### RECORDS FOR THE EXERCISE
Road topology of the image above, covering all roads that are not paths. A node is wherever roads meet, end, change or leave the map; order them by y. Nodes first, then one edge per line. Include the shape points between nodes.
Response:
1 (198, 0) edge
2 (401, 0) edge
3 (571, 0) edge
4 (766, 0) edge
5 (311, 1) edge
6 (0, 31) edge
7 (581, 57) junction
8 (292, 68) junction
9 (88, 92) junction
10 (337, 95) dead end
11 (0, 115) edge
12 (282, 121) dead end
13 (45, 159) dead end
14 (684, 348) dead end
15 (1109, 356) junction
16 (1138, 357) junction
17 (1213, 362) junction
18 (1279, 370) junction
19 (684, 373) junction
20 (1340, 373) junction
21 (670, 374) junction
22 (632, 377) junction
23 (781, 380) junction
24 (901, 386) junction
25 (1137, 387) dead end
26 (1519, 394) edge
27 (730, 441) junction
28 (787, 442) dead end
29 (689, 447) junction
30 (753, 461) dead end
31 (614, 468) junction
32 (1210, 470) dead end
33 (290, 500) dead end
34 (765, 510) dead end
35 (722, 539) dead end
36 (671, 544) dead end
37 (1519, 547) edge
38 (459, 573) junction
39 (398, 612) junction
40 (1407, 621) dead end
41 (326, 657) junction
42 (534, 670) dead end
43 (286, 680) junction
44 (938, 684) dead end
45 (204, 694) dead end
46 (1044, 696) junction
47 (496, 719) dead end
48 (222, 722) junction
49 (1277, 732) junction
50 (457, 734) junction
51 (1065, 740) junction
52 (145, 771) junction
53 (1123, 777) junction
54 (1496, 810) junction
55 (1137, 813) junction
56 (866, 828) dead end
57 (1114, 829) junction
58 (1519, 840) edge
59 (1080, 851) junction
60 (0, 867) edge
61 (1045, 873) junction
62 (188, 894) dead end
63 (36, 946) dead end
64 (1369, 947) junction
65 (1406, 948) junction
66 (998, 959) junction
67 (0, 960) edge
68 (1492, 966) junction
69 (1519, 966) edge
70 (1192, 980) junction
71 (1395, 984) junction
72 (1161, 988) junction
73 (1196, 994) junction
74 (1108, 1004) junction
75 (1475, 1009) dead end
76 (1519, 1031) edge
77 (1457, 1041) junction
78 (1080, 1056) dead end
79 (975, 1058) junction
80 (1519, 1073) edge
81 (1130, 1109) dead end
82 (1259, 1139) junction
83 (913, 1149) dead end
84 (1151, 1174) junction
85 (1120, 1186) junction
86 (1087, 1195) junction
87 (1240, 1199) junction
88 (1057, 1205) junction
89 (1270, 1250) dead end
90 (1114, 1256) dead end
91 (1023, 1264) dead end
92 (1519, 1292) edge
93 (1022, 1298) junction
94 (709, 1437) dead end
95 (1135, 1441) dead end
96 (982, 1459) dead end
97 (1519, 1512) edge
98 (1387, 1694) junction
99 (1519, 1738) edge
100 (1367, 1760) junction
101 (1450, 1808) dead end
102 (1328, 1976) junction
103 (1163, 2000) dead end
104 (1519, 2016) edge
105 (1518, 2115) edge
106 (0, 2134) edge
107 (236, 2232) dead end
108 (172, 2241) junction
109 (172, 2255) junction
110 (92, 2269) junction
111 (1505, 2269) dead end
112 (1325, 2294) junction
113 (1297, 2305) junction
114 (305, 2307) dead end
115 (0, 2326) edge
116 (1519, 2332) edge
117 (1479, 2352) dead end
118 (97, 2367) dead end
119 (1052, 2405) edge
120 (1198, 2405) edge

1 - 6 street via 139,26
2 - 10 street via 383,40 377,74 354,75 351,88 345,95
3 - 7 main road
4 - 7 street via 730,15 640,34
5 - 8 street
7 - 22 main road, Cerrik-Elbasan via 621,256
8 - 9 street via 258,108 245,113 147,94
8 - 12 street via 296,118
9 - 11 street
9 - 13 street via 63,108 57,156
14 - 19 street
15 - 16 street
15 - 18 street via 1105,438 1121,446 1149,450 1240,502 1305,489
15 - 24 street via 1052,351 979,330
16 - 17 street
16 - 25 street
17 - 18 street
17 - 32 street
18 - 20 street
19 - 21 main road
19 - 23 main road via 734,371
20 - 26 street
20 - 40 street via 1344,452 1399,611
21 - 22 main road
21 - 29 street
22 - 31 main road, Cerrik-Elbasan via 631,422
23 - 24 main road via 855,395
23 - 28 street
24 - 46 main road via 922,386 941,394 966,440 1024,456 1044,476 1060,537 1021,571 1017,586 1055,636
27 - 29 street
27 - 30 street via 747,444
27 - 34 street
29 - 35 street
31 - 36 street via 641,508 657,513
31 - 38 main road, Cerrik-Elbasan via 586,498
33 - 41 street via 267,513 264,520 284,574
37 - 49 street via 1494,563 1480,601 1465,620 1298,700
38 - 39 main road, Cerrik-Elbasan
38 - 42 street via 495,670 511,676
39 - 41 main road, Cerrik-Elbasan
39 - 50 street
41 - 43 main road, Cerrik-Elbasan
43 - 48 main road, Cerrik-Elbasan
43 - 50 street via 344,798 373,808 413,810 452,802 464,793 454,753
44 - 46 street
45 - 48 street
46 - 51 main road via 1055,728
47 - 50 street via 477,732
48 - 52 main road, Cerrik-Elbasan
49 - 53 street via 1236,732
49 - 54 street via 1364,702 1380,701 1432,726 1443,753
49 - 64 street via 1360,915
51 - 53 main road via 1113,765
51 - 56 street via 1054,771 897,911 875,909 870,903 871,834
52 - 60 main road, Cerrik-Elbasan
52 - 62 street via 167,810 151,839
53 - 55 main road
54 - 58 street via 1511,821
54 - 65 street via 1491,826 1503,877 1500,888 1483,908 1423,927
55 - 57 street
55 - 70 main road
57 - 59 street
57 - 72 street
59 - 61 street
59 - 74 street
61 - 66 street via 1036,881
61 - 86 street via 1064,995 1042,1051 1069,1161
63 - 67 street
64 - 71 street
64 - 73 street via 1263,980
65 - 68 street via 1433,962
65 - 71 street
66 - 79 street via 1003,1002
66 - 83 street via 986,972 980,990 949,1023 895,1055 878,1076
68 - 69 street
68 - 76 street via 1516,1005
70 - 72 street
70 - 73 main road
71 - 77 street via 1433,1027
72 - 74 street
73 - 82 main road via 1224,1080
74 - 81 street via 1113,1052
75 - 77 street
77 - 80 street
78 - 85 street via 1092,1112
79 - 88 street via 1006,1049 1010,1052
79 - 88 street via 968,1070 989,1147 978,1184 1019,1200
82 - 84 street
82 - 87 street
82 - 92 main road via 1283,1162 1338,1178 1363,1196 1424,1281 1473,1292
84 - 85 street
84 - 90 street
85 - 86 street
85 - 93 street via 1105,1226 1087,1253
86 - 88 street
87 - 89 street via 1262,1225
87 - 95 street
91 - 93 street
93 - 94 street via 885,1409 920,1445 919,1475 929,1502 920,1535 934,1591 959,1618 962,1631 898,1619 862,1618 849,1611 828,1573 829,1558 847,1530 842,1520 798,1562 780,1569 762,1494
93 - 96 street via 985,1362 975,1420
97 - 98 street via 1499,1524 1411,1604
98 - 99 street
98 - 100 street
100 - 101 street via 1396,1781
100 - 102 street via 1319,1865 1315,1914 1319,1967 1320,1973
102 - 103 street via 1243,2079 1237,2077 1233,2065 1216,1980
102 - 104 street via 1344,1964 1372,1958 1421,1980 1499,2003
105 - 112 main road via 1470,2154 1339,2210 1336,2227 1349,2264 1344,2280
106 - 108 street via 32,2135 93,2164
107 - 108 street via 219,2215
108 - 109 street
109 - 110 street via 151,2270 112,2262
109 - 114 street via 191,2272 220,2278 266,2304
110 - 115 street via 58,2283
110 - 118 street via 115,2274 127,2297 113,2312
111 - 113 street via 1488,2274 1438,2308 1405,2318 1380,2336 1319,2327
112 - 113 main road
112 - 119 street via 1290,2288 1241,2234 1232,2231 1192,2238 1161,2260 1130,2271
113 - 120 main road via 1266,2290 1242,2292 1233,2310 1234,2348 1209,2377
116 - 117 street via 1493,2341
* * *
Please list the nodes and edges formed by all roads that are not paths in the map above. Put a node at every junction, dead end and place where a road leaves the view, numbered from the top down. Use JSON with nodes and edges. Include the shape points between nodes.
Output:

### ABOUT THIS EXERCISE
Wherever the word "Include" turns up in the records above, copy the line that holds it.

### SOLUTION
Road topology of the image above, covering all roads that are not paths. A node is wherever roads meet, end, change or leave the map; order them by y. Nodes first, then one edge per line. Include the shape points between nodes.
Please list the nodes and edges formed by all roads that are not paths in the map above. Put a node at every junction, dead end and place where a road leaves the view, numbered from the top down. Use JSON with nodes and edges. Include the shape points between nodes.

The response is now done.